** REQUIRED ACTION **
If a line in the data contains "Write", copy it out.
--*--
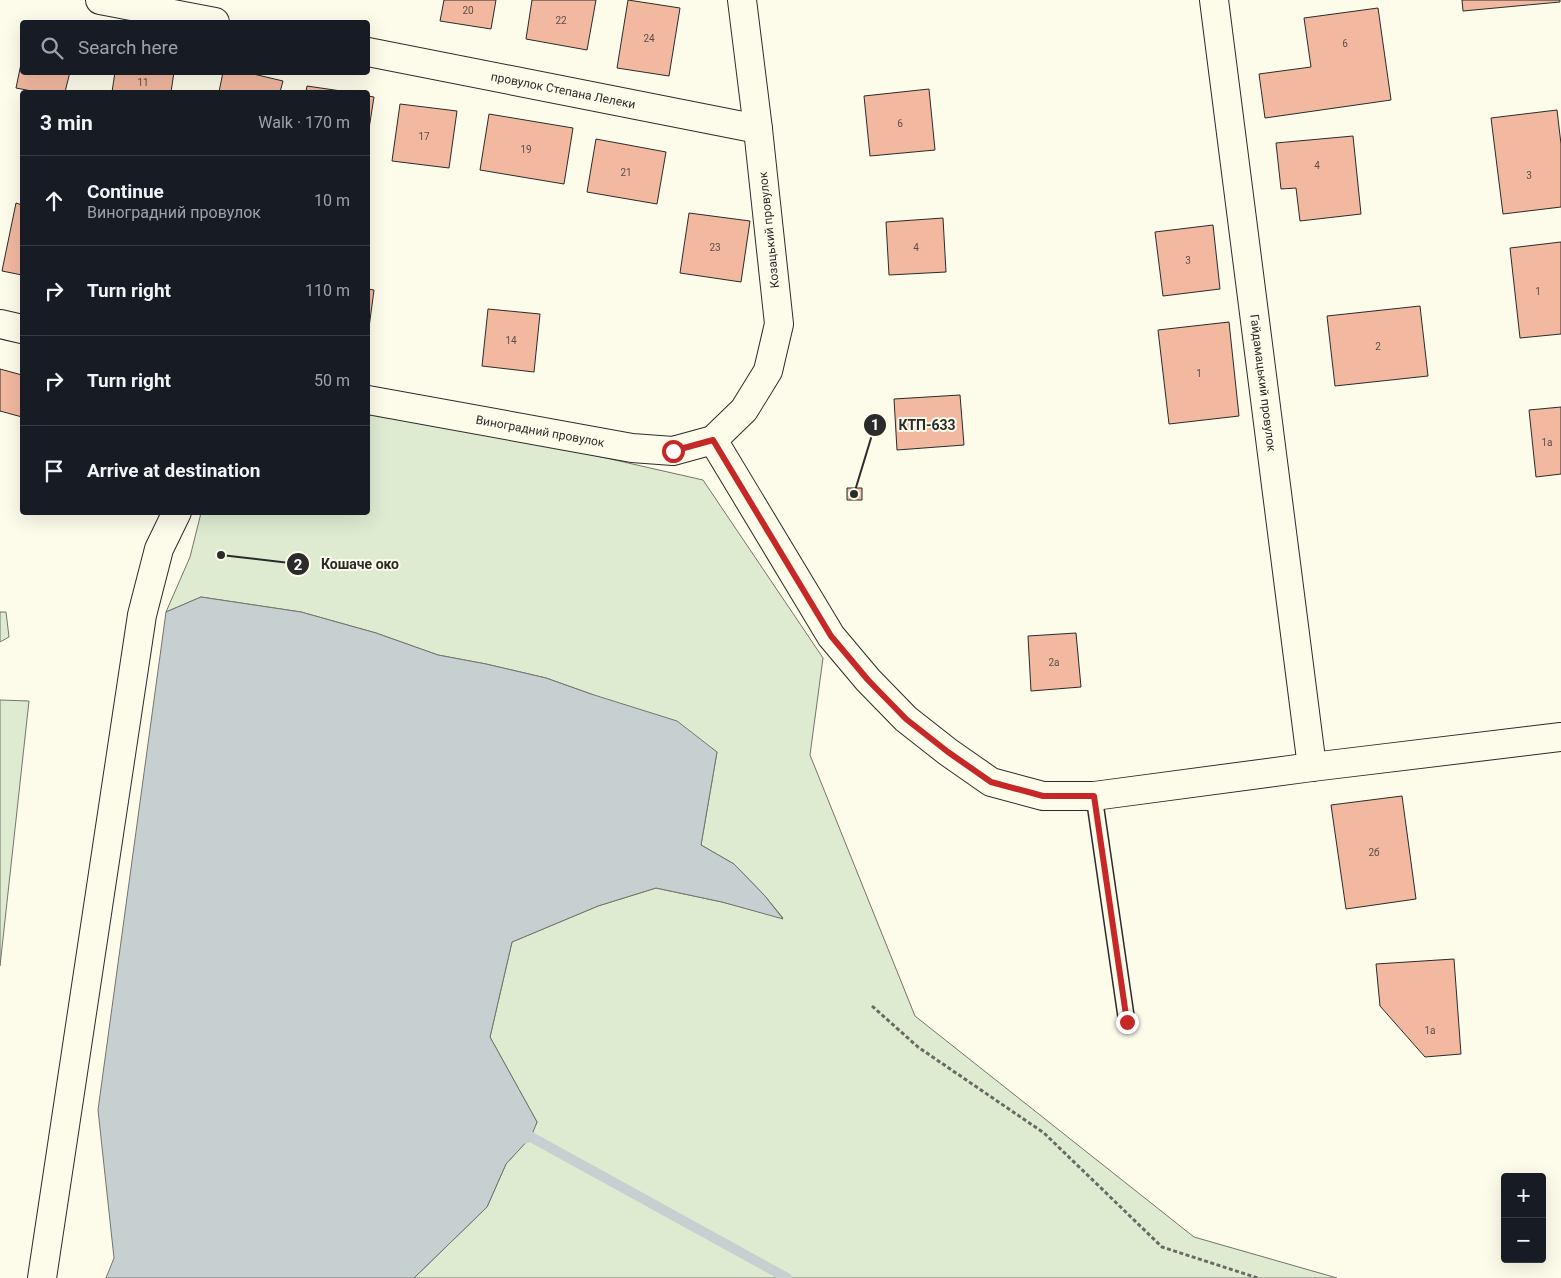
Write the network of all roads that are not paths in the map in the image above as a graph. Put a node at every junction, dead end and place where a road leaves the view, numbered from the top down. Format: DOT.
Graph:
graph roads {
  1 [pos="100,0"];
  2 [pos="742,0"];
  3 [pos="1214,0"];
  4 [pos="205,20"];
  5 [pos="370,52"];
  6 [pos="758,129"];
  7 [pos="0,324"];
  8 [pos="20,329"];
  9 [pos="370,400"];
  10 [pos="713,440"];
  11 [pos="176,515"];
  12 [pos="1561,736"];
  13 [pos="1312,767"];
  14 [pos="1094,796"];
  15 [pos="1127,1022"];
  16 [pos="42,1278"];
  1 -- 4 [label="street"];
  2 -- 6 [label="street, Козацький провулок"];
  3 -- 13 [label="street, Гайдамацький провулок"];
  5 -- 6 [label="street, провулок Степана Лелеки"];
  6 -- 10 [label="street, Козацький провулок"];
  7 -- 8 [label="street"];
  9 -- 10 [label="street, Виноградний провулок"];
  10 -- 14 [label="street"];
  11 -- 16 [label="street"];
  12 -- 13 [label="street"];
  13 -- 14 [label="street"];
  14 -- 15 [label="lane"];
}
--*--
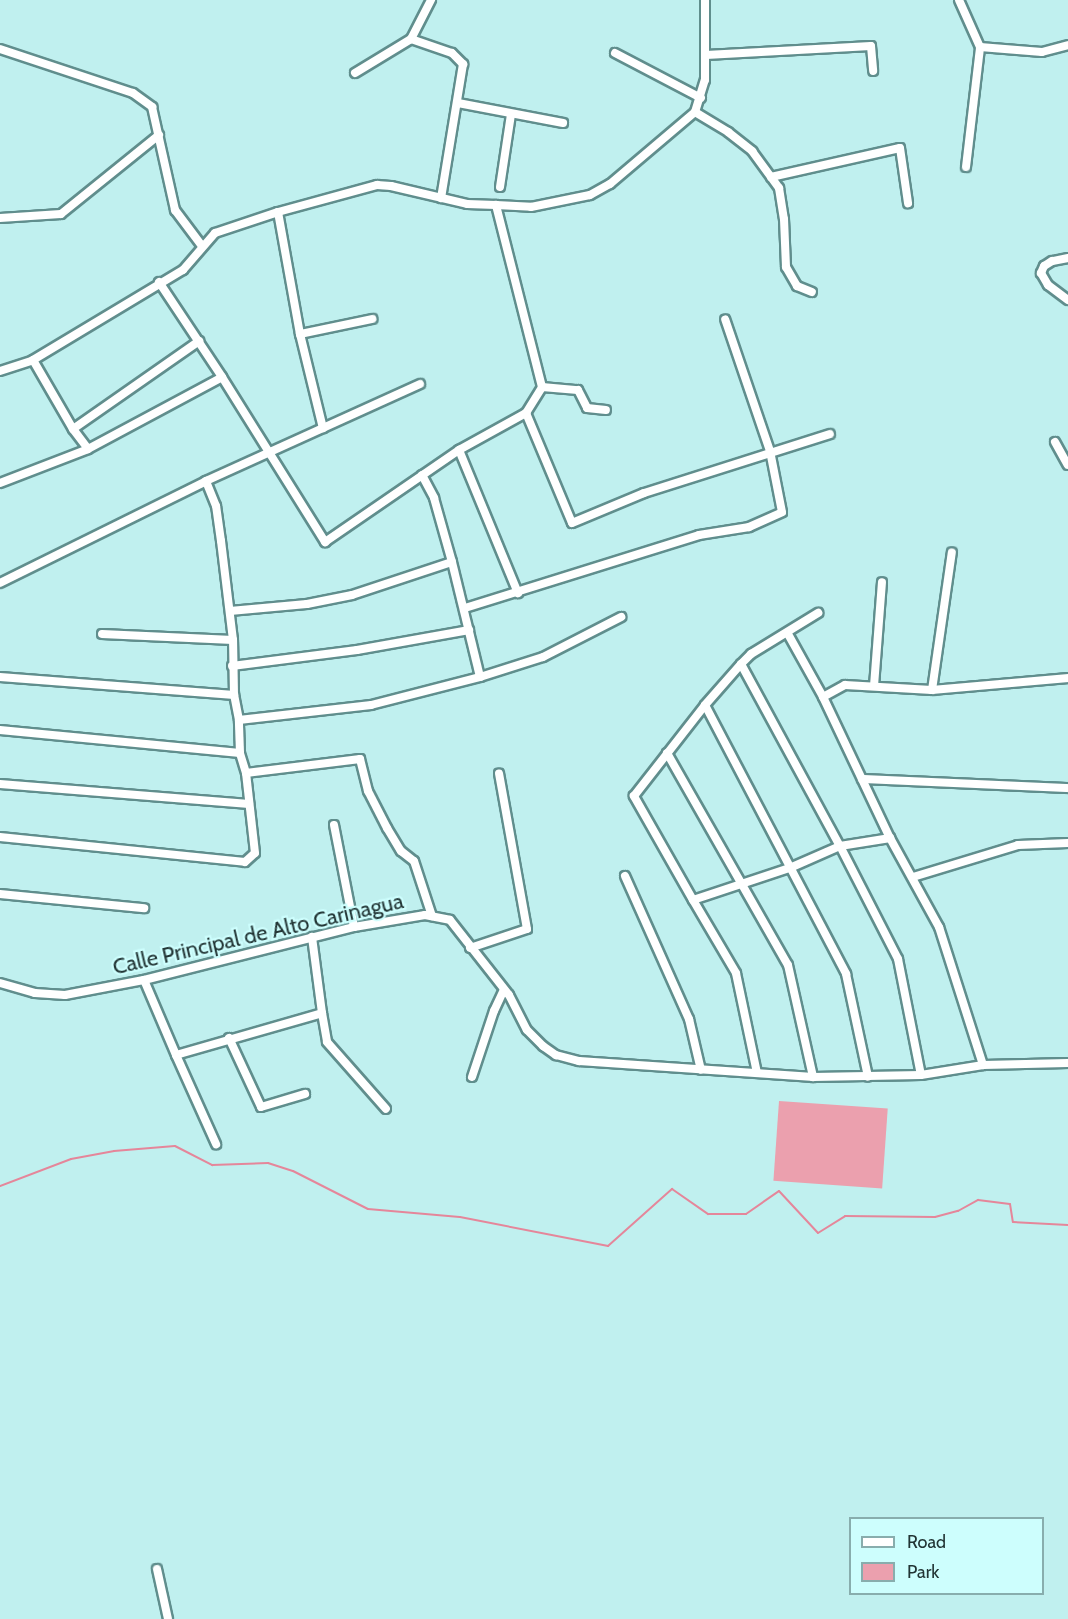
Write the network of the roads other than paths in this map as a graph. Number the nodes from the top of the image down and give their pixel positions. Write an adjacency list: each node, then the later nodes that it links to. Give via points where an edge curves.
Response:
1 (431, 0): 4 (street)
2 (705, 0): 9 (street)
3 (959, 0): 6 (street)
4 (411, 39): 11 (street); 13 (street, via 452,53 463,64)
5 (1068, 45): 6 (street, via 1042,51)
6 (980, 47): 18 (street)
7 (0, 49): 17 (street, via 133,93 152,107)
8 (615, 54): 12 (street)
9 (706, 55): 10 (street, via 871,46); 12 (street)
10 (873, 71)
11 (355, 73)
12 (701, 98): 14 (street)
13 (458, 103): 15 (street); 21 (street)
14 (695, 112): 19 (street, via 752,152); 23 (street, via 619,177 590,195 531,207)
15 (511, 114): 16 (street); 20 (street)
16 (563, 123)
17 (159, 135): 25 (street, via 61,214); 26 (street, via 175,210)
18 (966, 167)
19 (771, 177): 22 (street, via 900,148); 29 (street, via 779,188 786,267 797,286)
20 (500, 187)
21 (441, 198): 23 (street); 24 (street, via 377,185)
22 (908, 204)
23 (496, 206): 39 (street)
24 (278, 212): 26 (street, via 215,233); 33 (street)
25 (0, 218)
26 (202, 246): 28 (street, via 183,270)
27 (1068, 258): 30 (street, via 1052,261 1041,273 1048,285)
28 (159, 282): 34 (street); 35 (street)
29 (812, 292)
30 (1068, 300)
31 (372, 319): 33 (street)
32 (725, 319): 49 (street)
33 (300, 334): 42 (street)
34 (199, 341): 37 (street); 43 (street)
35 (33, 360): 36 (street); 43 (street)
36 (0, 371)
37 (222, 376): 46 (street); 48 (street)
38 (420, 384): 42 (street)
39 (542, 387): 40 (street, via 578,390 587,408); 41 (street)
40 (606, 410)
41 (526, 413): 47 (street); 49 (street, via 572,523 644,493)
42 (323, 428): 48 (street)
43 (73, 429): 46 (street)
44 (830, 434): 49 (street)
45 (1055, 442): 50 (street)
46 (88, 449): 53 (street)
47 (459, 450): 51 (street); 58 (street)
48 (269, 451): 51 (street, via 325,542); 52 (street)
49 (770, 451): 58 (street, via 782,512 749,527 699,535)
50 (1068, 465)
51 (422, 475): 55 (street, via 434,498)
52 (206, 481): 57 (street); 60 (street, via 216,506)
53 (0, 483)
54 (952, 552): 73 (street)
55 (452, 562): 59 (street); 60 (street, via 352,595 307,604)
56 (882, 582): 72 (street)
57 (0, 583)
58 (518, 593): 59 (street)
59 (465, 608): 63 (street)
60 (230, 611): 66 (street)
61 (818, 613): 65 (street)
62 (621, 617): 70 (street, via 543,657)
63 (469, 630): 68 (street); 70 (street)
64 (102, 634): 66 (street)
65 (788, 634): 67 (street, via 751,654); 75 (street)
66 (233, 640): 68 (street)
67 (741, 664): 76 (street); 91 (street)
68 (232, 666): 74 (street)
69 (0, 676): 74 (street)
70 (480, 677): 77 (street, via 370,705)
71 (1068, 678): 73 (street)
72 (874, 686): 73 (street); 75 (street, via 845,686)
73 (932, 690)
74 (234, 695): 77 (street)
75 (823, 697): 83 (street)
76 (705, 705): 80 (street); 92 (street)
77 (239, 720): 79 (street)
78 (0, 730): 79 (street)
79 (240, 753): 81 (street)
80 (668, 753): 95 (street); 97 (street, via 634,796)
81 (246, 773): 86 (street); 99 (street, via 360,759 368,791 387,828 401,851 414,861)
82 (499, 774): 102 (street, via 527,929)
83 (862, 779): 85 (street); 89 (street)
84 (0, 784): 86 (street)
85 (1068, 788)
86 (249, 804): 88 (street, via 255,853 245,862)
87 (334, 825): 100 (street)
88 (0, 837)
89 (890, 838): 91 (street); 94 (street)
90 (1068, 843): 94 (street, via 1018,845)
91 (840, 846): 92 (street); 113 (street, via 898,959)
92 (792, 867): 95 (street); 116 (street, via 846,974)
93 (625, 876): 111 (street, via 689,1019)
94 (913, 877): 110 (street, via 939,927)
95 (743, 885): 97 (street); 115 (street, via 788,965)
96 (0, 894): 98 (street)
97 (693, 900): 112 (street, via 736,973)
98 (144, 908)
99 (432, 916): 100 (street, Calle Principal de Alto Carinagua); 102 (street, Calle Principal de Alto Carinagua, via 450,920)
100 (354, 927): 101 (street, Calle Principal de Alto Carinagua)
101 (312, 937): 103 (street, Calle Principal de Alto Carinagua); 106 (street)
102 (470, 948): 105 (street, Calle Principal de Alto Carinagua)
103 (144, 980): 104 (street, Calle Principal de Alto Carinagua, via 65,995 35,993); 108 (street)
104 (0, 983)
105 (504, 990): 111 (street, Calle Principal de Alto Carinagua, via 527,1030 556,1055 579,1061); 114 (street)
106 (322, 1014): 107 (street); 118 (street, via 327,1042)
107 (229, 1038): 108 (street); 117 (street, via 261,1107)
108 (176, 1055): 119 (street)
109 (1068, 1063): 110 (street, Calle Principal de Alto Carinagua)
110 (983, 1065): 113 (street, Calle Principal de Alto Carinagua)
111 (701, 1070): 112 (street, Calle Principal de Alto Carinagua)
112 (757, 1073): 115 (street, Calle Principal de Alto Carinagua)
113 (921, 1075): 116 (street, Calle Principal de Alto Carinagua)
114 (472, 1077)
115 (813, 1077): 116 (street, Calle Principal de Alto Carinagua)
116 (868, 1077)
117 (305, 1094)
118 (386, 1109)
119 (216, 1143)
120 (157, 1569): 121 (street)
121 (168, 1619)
--*--
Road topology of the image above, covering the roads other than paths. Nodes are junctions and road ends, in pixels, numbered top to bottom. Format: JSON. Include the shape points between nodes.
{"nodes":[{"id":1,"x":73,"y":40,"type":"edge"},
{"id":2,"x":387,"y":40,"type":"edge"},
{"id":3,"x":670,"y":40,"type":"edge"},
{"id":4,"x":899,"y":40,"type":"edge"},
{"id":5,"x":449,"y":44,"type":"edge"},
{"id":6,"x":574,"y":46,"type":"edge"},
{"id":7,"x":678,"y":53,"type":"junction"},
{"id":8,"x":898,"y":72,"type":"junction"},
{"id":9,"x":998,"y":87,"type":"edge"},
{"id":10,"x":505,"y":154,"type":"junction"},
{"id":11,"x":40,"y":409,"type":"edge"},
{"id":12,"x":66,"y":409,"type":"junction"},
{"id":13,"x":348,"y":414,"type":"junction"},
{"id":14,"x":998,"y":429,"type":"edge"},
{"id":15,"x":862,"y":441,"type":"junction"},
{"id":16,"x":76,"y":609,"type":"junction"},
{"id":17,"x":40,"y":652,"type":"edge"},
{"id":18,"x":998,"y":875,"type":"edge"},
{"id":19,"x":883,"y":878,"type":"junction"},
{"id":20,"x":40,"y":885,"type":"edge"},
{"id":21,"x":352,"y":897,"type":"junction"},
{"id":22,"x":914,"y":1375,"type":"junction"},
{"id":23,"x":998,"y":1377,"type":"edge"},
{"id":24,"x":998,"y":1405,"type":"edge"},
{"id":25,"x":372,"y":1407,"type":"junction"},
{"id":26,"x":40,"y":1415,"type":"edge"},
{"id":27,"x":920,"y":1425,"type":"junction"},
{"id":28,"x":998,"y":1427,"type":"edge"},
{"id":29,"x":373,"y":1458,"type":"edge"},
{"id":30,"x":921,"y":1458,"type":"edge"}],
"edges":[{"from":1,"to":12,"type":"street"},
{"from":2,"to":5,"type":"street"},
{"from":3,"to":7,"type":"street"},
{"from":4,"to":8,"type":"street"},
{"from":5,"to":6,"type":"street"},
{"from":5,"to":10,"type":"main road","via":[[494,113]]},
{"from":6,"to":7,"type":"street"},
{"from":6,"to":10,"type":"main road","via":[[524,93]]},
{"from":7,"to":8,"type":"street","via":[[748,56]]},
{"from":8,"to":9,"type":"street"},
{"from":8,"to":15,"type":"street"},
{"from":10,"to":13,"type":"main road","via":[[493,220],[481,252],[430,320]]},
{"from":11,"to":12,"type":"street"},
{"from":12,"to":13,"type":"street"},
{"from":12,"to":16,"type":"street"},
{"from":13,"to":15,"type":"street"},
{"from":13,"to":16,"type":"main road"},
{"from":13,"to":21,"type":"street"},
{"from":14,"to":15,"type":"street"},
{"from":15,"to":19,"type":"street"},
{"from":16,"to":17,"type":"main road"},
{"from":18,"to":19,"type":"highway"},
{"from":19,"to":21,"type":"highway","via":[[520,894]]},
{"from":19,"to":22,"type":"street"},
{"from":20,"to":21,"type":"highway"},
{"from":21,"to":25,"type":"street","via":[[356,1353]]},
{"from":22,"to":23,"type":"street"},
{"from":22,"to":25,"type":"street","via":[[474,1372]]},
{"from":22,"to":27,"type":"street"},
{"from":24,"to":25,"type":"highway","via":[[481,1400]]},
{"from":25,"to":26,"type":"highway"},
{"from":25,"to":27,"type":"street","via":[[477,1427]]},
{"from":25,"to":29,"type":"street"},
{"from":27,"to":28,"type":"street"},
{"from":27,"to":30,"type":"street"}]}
--*--
** TASK RESPONSE **
Write the network of all roads that are not paths in the map in the image above as a graph. Put a node at every junction, dead end and place where a road leaves the view, numbered from the top down. Format: DOT.
Write the network of the roads other than paths in this map as a graph. Number the nodes from the top of the image down and give their pixel positions. Write an adjacency list: each node, then the later nodes that it links to. Give via points where an edge curves.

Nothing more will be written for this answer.